According to the Idaho Department of Health and Welfare, about 270,000 Gem State residents access Medicaid benefits—the overwhelming majority (approximately 208,000) being children. Tens of thousands of adult men and women challenged by disabilities depend on Medicaid for health services, skilled nursing, independent living assistance and transportation.

Understanding Bott's concern first requires a grasp of the proposals put forward by the Trump White House and multiple GOP sponsors.

In their effort to repeal and replace Obamacare, they propose a massive restructuring of Medicaid. At the heart of those proposed changes is shifting Medicaid to a so-called "block grant" or per capita funding mechanism. In effect, they would dismantle the current spending blocks and limit each state's share. That would leave it up to individual states to determine whether the resulting funding shortfall should be supplemented by increasing revenues (higher taxes) or cutting services. Even a novice Idaho Statehouse watcher would conclude that the Legislature isn't inclined to increase taxes to supplement Medicaid any further. The recently completed session of the Legislature approved a Fiscal Year 2017 Medicaid budget that was $6.2 million lower than even Governor C.L. "Butch" Otter had proposed.

"If Congress decides to cap Medicaid going forward and shifts more of the burden to states, services will be at risk," said Mike Skelton, board president of the Consortium for Idahoans with Disabilities. "And Idahoans with disabilities would take the brunt of those funding cuts."

It's a myth that Medicaid is bloated with fat. For evidence, look no further than the Idaho Legislative Services Office, which in its budget book for FY 2017 wrote that for every $1 invested in Idaho's Medicaid program, 97 cents is spent directly on health services for Medicaid beneficiaries. Only 3 cents pays for administrative costs.

"Medicaid does something that no other medical insurance program does: provide long-term support and services for people with disabilities," said Jim Baugh, executive director of DisAbility Rights Idaho. "These services are simply not available through private insurance and they're too costly for people to afford out of pocket—especially given the low incomes of most people with disabilities."

That was the scenario shortly after Bott was diagnosed on the autism spectrum.

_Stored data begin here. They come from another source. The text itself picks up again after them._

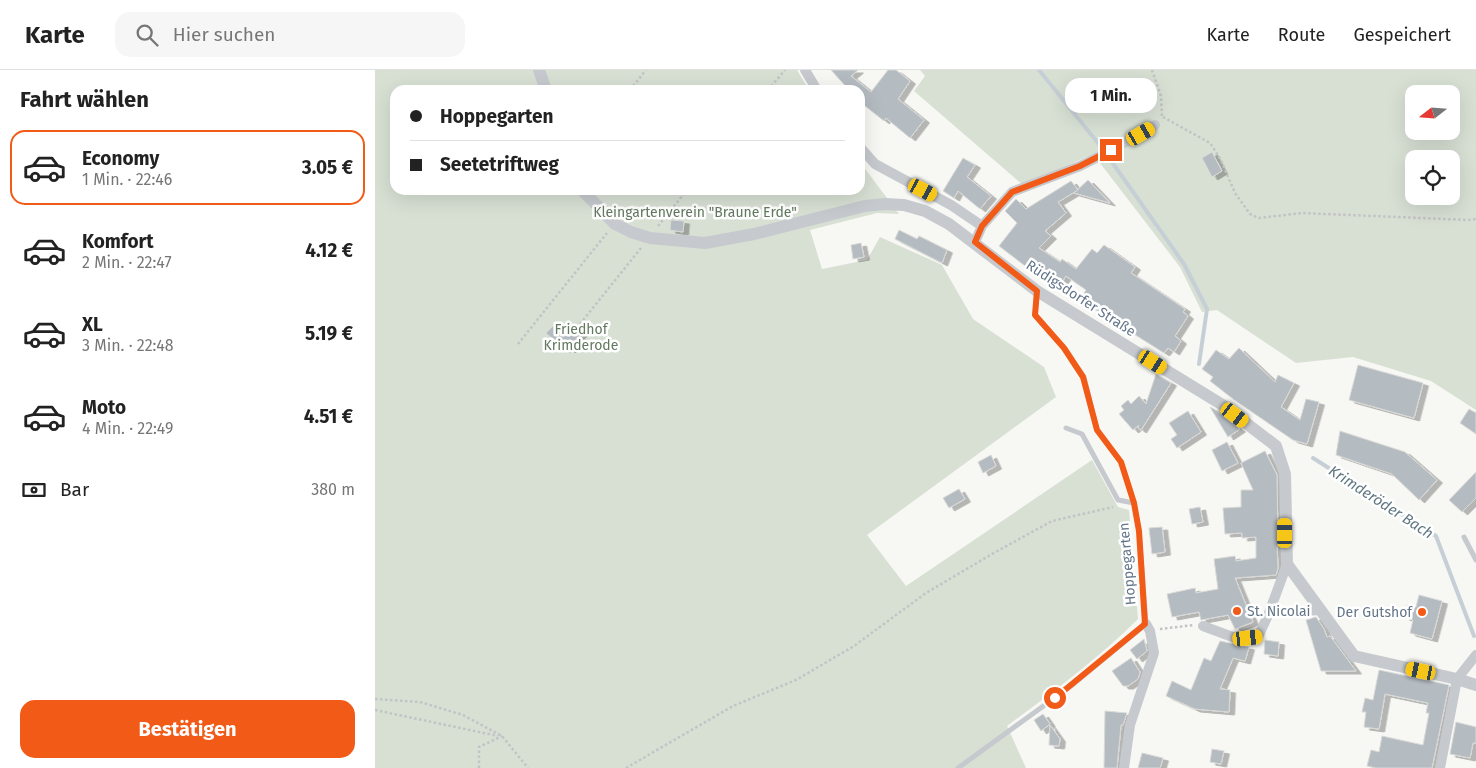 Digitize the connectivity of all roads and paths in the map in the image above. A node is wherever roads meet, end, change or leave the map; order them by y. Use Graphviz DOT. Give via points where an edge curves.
graph roads {
  1 [pos="539,70"];
  2 [pos="646,70"];
  3 [pos="785,70"];
  4 [pos="805,70"];
  5 [pos="1153,70"];
  6 [pos="544,85"];
  7 [pos="634,85"];
  8 [pos="772,85"];
  9 [pos="814,85"];
  10 [pos="1162,116"];
  11 [pos="1155,125"];
  12 [pos="865,153"];
  13 [pos="587,195"];
  14 [pos="683,195"];
  15 [pos="1476,219"];
  16 [pos="615,224"];
  17 [pos="982,226"];
  18 [pos="650,238"];
  19 [pos="975,242"];
  20 [pos="1037,291"];
  21 [pos="580,324"];
  22 [pos="518,344"];
  23 [pos="1066,428"];
  24 [pos="1119,500"];
  25 [pos="1134,503"];
  26 [pos="1464,537"];
  27 [pos="1476,560"];
  28 [pos="1287,564"];
  29 [pos="1320,610"];
  30 [pos="1269,613"];
  31 [pos="1203,626"];
  32 [pos="1148,627"];
  33 [pos="1476,655"];
  34 [pos="1457,679"];
  35 [pos="1476,685"];
  36 [pos="375,700"];
  37 [pos="375,710"];
  38 [pos="502,736"];
  39 [pos="479,768"];
  40 [pos="528,768"];
  41 [pos="626,768"];
  42 [pos="958,768"];
  43 [pos="1124,768"];
  44 [pos="1440,768"];
  1 -- 6 [label="street"];
  2 -- 7 [label="path"];
  3 -- 8 [label="path"];
  4 -- 9 [label="street"];
  5 -- 10 [label="path" via="1161,96"];
  10 -- 11 [label="path"];
  10 -- 15 [label="path" via="1210,143 1235,192 1250,214 1259,218 1302,213"];
  11 -- 17 [label="street" via="1080,166 1012,192"];
  12 -- 17 [label="street" via="875,164"];
  13 -- 16 [label="street, Rüdigsdorfer Straße"];
  14 -- 18 [label="path"];
  16 -- 18 [label="street, Rüdigsdorfer Straße"];
  16 -- 22 [label="path"];
  17 -- 19 [label="street"];
  18 -- 19 [label="street, Rüdigsdorfer Straße" via="705,243 885,204 925,211"];
  18 -- 21 [label="path"];
  19 -- 20 [label="street, Rüdigsdorfer Straße"];
  20 -- 25 [label="lane, Hoppegarten" via="1035,315 1064,348 1083,377 1097,430 1121,462"];
  20 -- 28 [label="street, Rüdigsdorfer Straße" via="1221,404 1276,446 1285,474"];
  23 -- 24 [label="lane" via="1082,434"];
  24 -- 25 [label="lane"];
  24 -- 41 [label="path" via="1116,506 1052,521 926,593 854,646 796,680 733,706"];
  25 -- 32 [label="lane, Hoppegarten"];
  26 -- 27 [label="lane"];
  28 -- 29 [label="street"];
  28 -- 30 [label="street"];
  29 -- 30 [label="street"];
  29 -- 34 [label="street" via="1354,656"];
  30 -- 31 [label="street" via="1258,637 1237,639"];
  31 -- 32 [label="path"];
  32 -- 42 [label="lane, Hoppegarten"];
  32 -- 43 [label="street, Hoppegarten" via="1154,653 1130,725"];
  33 -- 34 [label="street"];
  34 -- 35 [label="street"];
  34 -- 44 [label="street"];
  36 -- 38 [label="path" via="420,702 463,714"];
  37 -- 38 [label="path"];
  38 -- 39 [label="path" via="479,746"];
  38 -- 40 [label="path"];
}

"When I was a boy, my mom had to work multiple jobs but we got by," Bott said. "That's why my Medicaid was so important. It has to be there not just for me, but for our parents."

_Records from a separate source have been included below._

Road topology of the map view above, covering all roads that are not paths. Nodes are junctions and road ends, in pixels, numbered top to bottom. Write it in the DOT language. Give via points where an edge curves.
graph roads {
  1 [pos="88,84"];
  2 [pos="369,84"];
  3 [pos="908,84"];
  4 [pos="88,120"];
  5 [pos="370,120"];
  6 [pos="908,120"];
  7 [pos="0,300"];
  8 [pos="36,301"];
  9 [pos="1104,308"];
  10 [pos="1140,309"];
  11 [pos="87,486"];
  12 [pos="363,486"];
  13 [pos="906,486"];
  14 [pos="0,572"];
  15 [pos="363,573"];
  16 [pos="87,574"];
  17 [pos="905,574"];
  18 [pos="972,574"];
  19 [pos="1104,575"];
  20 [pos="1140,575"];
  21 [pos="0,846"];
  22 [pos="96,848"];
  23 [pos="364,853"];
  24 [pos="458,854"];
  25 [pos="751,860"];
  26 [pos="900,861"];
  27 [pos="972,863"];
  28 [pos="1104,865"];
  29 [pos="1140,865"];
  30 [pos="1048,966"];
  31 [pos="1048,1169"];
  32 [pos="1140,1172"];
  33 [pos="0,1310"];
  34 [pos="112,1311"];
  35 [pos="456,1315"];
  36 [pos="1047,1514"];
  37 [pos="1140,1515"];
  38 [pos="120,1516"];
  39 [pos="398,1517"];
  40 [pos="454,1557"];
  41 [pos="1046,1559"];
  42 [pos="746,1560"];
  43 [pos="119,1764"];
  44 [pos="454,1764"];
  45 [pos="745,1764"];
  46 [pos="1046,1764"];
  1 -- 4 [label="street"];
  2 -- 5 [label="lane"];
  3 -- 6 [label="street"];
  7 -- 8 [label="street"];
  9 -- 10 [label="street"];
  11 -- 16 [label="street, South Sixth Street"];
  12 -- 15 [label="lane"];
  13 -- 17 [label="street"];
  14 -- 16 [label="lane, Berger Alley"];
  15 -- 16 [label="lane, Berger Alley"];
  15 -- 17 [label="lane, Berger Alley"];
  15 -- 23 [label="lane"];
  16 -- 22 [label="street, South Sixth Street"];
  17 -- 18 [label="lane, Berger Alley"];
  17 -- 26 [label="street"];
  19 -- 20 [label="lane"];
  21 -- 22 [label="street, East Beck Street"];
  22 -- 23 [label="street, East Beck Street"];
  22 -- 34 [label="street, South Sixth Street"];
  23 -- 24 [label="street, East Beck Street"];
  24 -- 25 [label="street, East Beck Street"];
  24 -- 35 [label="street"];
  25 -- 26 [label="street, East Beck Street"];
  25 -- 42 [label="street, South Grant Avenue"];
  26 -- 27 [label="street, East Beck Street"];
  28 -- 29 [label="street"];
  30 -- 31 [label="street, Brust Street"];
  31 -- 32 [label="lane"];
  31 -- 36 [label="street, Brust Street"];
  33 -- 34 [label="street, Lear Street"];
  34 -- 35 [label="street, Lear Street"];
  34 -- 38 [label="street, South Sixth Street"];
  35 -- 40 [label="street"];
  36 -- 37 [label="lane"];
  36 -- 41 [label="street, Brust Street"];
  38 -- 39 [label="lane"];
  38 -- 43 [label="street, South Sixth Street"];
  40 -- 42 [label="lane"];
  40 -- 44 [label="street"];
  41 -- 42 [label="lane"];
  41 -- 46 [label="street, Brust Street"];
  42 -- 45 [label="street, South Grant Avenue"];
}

Close the Gap Idaho, a coalition of advocates for Medicaid families, warns that the shift to block grant funding folded into Republican proposals to repeal and replace Obamacare "will likely lead to cuts of Medicaid services ... such as home and community-based services."

Those were the exact services Bott required to get him to where he is today.

"I have my own apartment not far from here," Bott said, standing near the Idaho Statehouse.

Without the services Bott received as a boy—and continues to receive as a young adult who holds down a job and goes to college—his life could have taken a very different path, ultimately costing taxpayers much more.

"Cuts to these cost-effective and successful services may force people out of their homes and communities and into more expensive institutions," Close the Gap Idaho wrote in a statement.

Whatever happens with GOP efforts to change Medicaid, Bott has big dreams.

"Do you know what I'm going to do when I graduate from Boise State? I'm going to start my own nonprofit," he said. "I want to help make it possible for more care for parents of people with disabilities. They shouldn't always have to worry every second of the day about their kids. Maybe we should all care about their kids a little more. Then they can grow up and be successful—like me."